Features of autism causes a deficit in social interaction which leads to abnormal social behaviour and the child suffers from language difficulties and repetitive behaviours (Llaneza. D. C et al. , 2010). People with autism suffer from the inability of social interaction, show withdrawal symptoms and have difficulty in understanding the feelings of others. They also suffer from dysfunction of an integrated sensory sensitivity, such as excessive noise or bright lights (Chamak et al. , 2008).
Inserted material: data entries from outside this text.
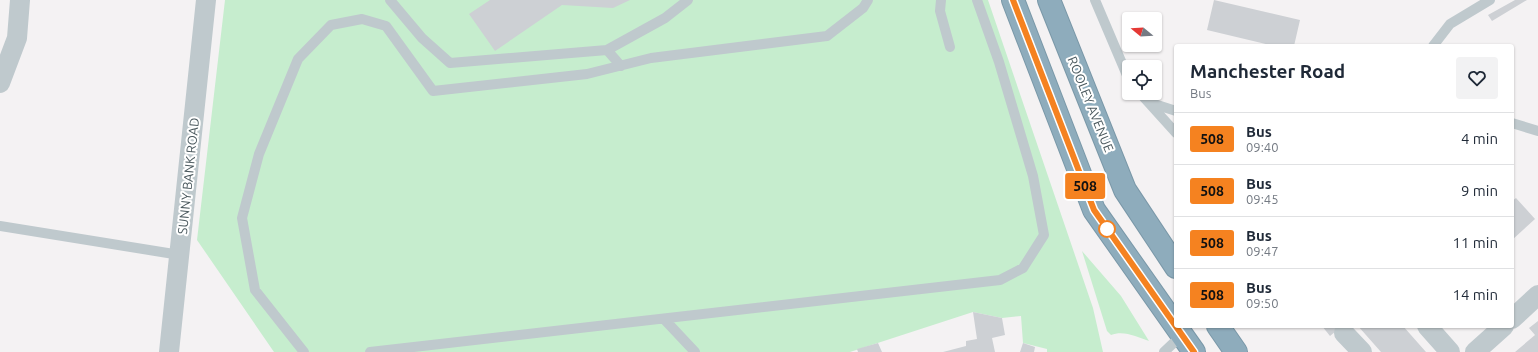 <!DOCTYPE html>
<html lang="en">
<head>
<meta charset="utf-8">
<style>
	:root { --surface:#fff; --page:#f2f2f3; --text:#1f2937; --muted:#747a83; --line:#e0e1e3 }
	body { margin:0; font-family:Ubuntu,sans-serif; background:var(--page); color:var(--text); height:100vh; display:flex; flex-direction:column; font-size:15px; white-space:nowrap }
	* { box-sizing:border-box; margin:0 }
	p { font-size:13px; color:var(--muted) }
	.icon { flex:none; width:22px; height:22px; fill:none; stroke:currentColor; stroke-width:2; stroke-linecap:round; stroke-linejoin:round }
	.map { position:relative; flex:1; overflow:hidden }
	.details { position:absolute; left:1174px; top:44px; width:340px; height:284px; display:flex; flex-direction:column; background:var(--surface); border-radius:4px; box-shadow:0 1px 3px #0004 }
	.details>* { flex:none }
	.badge { padding:0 8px; border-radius:3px; font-size:14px; line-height:26px }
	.needle { width:26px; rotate:288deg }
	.tools { position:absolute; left:1122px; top:12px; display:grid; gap:8px }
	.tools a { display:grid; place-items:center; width:40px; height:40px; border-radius:4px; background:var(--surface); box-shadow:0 1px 3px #0004; font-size:20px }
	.map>.badge { position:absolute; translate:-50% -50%; box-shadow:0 0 0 2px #fff }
	.round { display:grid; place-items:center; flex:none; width:42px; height:42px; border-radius:4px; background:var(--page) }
	.headline { display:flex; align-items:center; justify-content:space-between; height:68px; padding:0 16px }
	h1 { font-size:19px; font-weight:700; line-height:30px }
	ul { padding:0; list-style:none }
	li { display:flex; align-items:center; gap:12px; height:52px; padding:0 16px; border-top:1px solid var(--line) }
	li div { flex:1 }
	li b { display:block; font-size:15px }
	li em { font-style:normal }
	li .badge { min-width:44px; font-weight:700; text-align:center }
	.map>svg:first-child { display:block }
</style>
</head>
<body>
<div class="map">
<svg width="1538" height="352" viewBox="0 0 1538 352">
	<rect width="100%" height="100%" fill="#f4f2f3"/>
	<!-- green -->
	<path fill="#c6edce" d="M 225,0 L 988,0 L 1093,308 L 1103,352 L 1047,352 L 1047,349 L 1023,343 L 1021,316 L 1002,318 L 973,312 L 850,352 L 274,352 L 197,240 Z
		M 1082,251 L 1121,296 L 1149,341 C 1137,337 1124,330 1111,335 L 1107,331 Z"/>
	<!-- building -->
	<path fill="#cdd0d4" d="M 490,0 L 630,0 L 613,8 L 562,5 L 495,51 L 469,14 Z
		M 1214,0 L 1300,20 L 1294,46 L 1274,46 L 1207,30 Z
		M 1515,0 L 1527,0 L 1492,21 L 1488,15 Z
		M 1516,198 L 1535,219 L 1512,240 L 1512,201 Z
		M 973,312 L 1002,318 L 1005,335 L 992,338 L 995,352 L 943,352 L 966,346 L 966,341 L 977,339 Z
		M 1538,321 L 1538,352 L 1515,352 L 1535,335 L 1529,328 Z
		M 1322,326 L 1342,326 L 1330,336 Z
		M 1358,326 L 1403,326 L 1426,352 L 1381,352 Z
		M 878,343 L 882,352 L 858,352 L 857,349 Z
		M 1023,343 L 1035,347 L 1034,352 L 1020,352 Z"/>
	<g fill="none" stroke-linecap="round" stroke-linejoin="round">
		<defs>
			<path id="highway" d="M 1013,0 L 1094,210 L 1194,352
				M 1049,0 L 1125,190 L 1176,267
				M 1218,326 L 1236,352"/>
		</defs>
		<!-- highway casing -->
		<use href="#highway" stroke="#7a98a8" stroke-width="24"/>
		<!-- lane -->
		<path stroke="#bfc9cd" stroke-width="10" d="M 390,0 L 422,38 L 450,63 L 607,50 L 665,18 L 688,0
			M 941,0 L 940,11 L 950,47
			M 1095,0 L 1129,80
			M 1433,46 L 1450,24 L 1490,0
			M 607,50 L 621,66
			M 1140,93 L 1148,102 L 1176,111
			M 1148,102 L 1176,133
			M 1512,123 L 1538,131
			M 0,226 L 180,255
			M 664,319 L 695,352
			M 304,352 L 255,290 L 242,218 L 259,154 L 298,59 L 331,25 L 362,19 L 386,26 L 433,91 L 587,74 L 651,58 L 827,36 L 863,8 L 868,0
			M 370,352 L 1000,280 L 1023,268 L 1044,235 L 1033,176 L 999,62 L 977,0
			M 1164,352 L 1182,335"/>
		<!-- street -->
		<path stroke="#bfc9cd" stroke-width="20" d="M 0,83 L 17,38 L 20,0
			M 1512,319 L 1538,295
			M 1427,326 L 1450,352
			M 1344,333 L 1362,352
			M 169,352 L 206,0
			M 1475,352 L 1504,326"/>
		<!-- highway -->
		<use href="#highway" stroke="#8eacbc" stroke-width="22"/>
	</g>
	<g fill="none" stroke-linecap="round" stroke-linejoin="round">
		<defs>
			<path id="line" d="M 1013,0 L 1094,210 L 1194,352"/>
		</defs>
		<!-- line casing -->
		<use href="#line" stroke="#fff" stroke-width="9"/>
		<!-- line -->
		<use href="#line" stroke="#f58220" stroke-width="6"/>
	</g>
	<!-- markers -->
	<circle fill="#fff" stroke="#f58220" stroke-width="2" cx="1107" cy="229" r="8"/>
	<g text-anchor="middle" stroke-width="4" stroke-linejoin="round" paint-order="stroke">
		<!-- street labels -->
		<g font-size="13" fill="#4b595e" stroke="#fff">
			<text transform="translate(1091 104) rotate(68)" y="5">ROOLEY AVENUE</text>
			<text transform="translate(188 176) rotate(-84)" y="5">SUNNY BANK ROAD</text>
		</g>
	</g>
</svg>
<div class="tools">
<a><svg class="needle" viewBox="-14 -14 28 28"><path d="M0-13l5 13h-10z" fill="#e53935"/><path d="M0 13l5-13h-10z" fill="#747a83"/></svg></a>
<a><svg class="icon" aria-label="locate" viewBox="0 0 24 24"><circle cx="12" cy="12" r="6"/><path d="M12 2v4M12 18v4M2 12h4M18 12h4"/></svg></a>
</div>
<b class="badge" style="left:1085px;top:186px;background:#f58220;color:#111">508</b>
<section class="details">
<div class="headline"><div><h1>Manchester Road</h1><p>Bus</p></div><a class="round"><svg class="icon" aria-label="heart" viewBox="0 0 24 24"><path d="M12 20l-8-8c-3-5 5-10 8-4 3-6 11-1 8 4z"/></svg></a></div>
<ul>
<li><span class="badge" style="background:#f58220;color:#111">508</span><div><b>Bus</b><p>09:40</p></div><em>4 min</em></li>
<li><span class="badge" style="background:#f58220;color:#111">508</span><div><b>Bus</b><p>09:45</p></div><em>9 min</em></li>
<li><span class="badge" style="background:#f58220;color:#111">508</span><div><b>Bus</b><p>09:47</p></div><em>11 min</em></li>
<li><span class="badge" style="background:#f58220;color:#111">508</span><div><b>Bus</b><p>09:50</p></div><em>14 min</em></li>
</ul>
</section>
</div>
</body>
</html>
Orsmond, Krauss & Seltzer (2004) have indicated that “social deficit of autism is marked by impairment in the use of non-verbal behaviours to regulate social interaction (e. g. , gestures, eye contact), difficulty establishing and maintaining peer relationships, a lack of shared enjoyment of interests and accomplishments with others, and a general lack of social or emotional reciprocity”. The most important factors when diagnosing children with autism is to know the extent of their social contact with others.

However, there are always individual differences. Despite the differences in degree of uniformity from one child to another as well as different symptoms from which they suffer, the most common symptoms of autism are isolation of the child, as well as non-participation and lack of social interaction with others. All the articles mentioned above have indicated that social withdrawal of the person with autism is the most important characteristics of this disease.